Azure Function Configuration Options:

The DR failover Azure Function includes several configurable features to prevent false failovers and handle transient errors:

Name Type Required Description
dr_failover_function_pre_failover_failure_seconds 180 0-600 Minimum consecutive seconds primary must be failing before failover. Set to 0 for immediate failover (testing only).
dr_failover_function_cooldown_seconds 300 0-3600 Minimum time between failovers to prevent flapping
dr_failover_function_max_retries 3 0-10 Retry attempts for K8s API calls on transient errors

These can be configured in the secondary tfvars or left at defaults. Pre-failover validation always runs to ensure the Azure Function doesn't trigger failover on brief network blips or when the primary has recovered (for example, during failback). The retry logic handles transient Kubernetes API failures during the scaling operation.

Example tfvars configuration for faster failover (testing):

terraform
# Immediate failover for testing (set to 180 for production)
dr_failover_function_pre_failover_failure_seconds = 0
Deterministic Storage Container Naming

Storage account names must be globally unique in Azure. This repo intentionally includes a short random prefix (random_string.name-modifier) in local.resource_name_prefix, so the exact storage account/container names are:

  • Stable within a state file (the random prefix is stored in Terraform state)
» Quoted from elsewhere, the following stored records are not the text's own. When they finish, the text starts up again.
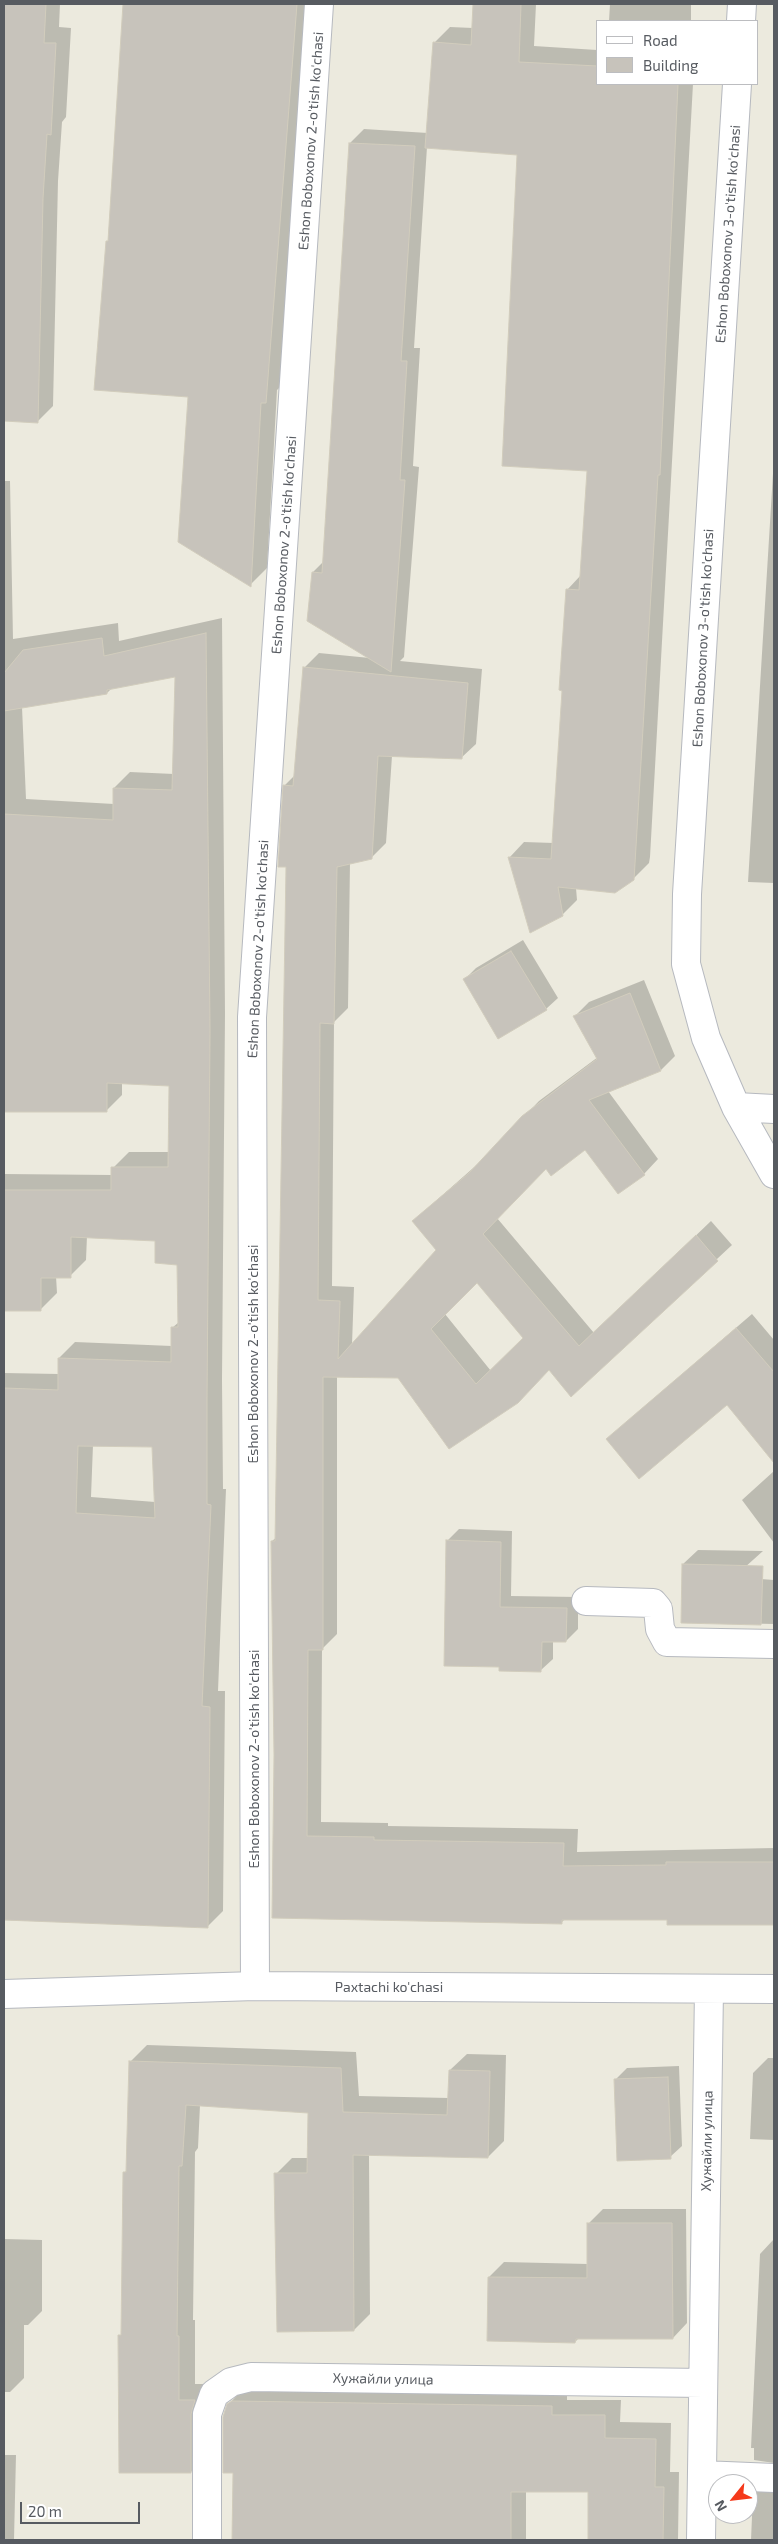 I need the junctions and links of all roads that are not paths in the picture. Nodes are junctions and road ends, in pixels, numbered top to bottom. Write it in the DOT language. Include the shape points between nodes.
graph roads {
  1 [pos="319,4"];
  2 [pos="742,4"];
  3 [pos="741,20"];
  4 [pos="737,85"];
  5 [pos="736,1107"];
  6 [pos="774,1109"];
  7 [pos="774,1174"];
  8 [pos="586,1601"];
  9 [pos="774,1644"];
  10 [pos="255,1986"];
  11 [pos="710,1989"];
  12 [pos="774,1989"];
  13 [pos="4,1994"];
  14 [pos="704,2383"];
  15 [pos="702,2475"];
  16 [pos="774,2478"];
  17 [pos="207,2540"];
  18 [pos="701,2540"];
  1 -- 10 [label="street, Eshon Boboxonov 2-o'tish ko'chasi" via="252,1017"];
  2 -- 3 [label="street"];
  4 -- 5 [label="street, Eshon Boboxonov 3-o'tish ko'chasi" via="688,884 686,964 706,1038"];
  5 -- 6 [label="street"];
  5 -- 7 [label="street, Eshon Boboxonov 3-o'tish ko'chasi"];
  8 -- 9 [label="street" via="653,1603 658,1609 660,1629 667,1642"];
  10 -- 11 [label="street, Paxtachi ko'chasi"];
  10 -- 13 [label="street, Paxtachi ko'chasi"];
  11 -- 12 [label="street, Paxtachi ko'chasi"];
  11 -- 14 [label="street, Хужайли улица"];
  14 -- 15 [label="street, Хужайли улица"];
  14 -- 17 [label="street, Хужайли улица" via="251,2377 231,2382 214,2394 207,2414"];
  15 -- 16 [label="street"];
  15 -- 18 [label="street, Хужайли улица"];
}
  • Not knowable in advance before the first apply

For DR operations, do not guess names. Use Terraform outputs in each state:

shell
terraform output -raw storage_account_name
terraform output -raw storage_container_name
terraform output -raw storage_blob_endpoint

Important

The current DR design does not require the primary to pre-know the secondary container name for RBAC. The standby cluster reads the primary's storage details via primary_remote_state_config and performs the cross-region firewall update from the standby side. See Cross-Region Storage Access for DR Recovery.